- Opening Delimiter -

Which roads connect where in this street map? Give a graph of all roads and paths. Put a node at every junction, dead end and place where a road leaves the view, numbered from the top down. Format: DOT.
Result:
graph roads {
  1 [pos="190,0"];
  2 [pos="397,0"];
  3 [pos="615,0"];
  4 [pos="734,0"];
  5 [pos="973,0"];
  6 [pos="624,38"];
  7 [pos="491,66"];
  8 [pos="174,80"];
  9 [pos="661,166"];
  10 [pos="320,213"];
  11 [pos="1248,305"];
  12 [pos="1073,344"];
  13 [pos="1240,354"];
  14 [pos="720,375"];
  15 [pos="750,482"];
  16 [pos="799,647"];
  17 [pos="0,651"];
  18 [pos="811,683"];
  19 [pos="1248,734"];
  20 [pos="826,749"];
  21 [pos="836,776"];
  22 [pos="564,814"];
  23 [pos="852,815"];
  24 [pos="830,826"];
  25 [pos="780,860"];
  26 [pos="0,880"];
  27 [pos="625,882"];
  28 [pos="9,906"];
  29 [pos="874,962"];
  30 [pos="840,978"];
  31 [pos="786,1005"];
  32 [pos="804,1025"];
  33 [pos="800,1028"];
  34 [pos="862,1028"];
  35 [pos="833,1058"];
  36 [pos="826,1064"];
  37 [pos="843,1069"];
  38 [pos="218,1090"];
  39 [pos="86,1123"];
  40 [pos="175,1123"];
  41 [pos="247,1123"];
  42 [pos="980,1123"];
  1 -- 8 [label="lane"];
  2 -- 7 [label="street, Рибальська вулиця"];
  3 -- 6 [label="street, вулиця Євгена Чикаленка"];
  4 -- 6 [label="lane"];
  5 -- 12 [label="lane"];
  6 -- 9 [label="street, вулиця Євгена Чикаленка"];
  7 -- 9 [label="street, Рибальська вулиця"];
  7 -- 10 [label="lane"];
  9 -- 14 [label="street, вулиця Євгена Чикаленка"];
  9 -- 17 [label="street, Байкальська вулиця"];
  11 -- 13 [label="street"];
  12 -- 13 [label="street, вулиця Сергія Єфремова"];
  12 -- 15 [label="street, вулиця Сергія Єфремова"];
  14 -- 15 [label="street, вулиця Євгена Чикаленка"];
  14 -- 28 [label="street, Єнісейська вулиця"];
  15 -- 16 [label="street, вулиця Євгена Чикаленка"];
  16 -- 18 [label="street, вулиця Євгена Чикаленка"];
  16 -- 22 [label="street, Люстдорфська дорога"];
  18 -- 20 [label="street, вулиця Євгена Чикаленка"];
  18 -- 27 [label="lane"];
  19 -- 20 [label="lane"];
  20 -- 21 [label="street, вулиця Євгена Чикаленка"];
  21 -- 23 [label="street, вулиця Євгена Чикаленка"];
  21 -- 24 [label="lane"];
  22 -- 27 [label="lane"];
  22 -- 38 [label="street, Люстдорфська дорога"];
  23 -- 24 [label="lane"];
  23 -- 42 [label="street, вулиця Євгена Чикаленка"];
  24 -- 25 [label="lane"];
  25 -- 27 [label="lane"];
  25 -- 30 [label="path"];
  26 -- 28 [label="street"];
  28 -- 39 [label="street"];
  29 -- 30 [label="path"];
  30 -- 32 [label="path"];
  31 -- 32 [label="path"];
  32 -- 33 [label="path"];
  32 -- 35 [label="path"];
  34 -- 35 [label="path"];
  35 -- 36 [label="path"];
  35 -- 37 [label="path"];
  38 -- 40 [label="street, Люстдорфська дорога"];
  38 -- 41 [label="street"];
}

- Closing Delimiter -

Exercise aim: Write out the whole listing once more, exactly as it reads.

Reply to the exercise:
Which roads connect where in this street map? Give a graph of all roads and paths. Put a node at every junction, dead end and place where a road leaves the view, numbered from the top down. Format: DOT.
Result:
graph roads {
  1 [pos="190,0"];
  2 [pos="397,0"];
  3 [pos="615,0"];
  4 [pos="734,0"];
  5 [pos="973,0"];
  6 [pos="624,38"];
  7 [pos="491,66"];
  8 [pos="174,80"];
  9 [pos="661,166"];
  10 [pos="320,213"];
  11 [pos="1248,305"];
  12 [pos="1073,344"];
  13 [pos="1240,354"];
  14 [pos="720,375"];
  15 [pos="750,482"];
  16 [pos="799,647"];
  17 [pos="0,651"];
  18 [pos="811,683"];
  19 [pos="1248,734"];
  20 [pos="826,749"];
  21 [pos="836,776"];
  22 [pos="564,814"];
  23 [pos="852,815"];
  24 [pos="830,826"];
  25 [pos="780,860"];
  26 [pos="0,880"];
  27 [pos="625,882"];
  28 [pos="9,906"];
  29 [pos="874,962"];
  30 [pos="840,978"];
  31 [pos="786,1005"];
  32 [pos="804,1025"];
  33 [pos="800,1028"];
  34 [pos="862,1028"];
  35 [pos="833,1058"];
  36 [pos="826,1064"];
  37 [pos="843,1069"];
  38 [pos="218,1090"];
  39 [pos="86,1123"];
  40 [pos="175,1123"];
  41 [pos="247,1123"];
  42 [pos="980,1123"];
  1 -- 8 [label="lane"];
  2 -- 7 [label="street, Рибальська вулиця"];
  3 -- 6 [label="street, вулиця Євгена Чикаленка"];
  4 -- 6 [label="lane"];
  5 -- 12 [label="lane"];
  6 -- 9 [label="street, вулиця Євгена Чикаленка"];
  7 -- 9 [label="street, Рибальська вулиця"];
  7 -- 10 [label="lane"];
  9 -- 14 [label="street, вулиця Євгена Чикаленка"];
  9 -- 17 [label="street, Байкальська вулиця"];
  11 -- 13 [label="street"];
  12 -- 13 [label="street, вулиця Сергія Єфремова"];
  12 -- 15 [label="street, вулиця Сергія Єфремова"];
  14 -- 15 [label="street, вулиця Євгена Чикаленка"];
  14 -- 28 [label="street, Єнісейська вулиця"];
  15 -- 16 [label="street, вулиця Євгена Чикаленка"];
  16 -- 18 [label="street, вулиця Євгена Чикаленка"];
  16 -- 22 [label="street, Люстдорфська дорога"];
  18 -- 20 [label="street, вулиця Євгена Чикаленка"];
  18 -- 27 [label="lane"];
  19 -- 20 [label="lane"];
  20 -- 21 [label="street, вулиця Євгена Чикаленка"];
  21 -- 23 [label="street, вулиця Євгена Чикаленка"];
  21 -- 24 [label="lane"];
  22 -- 27 [label="lane"];
  22 -- 38 [label="street, Люстдорфська дорога"];
  23 -- 24 [label="lane"];
  23 -- 42 [label="street, вулиця Євгена Чикаленка"];
  24 -- 25 [label="lane"];
  25 -- 27 [label="lane"];
  25 -- 30 [label="path"];
  26 -- 28 [label="street"];
  28 -- 39 [label="street"];
  29 -- 30 [label="path"];
  30 -- 32 [label="path"];
  31 -- 32 [label="path"];
  32 -- 33 [label="path"];
  32 -- 35 [label="path"];
  34 -- 35 [label="path"];
  35 -- 36 [label="path"];
  35 -- 37 [label="path"];
  38 -- 40 [label="street, Люстдорфська дорога"];
  38 -- 41 [label="street"];
}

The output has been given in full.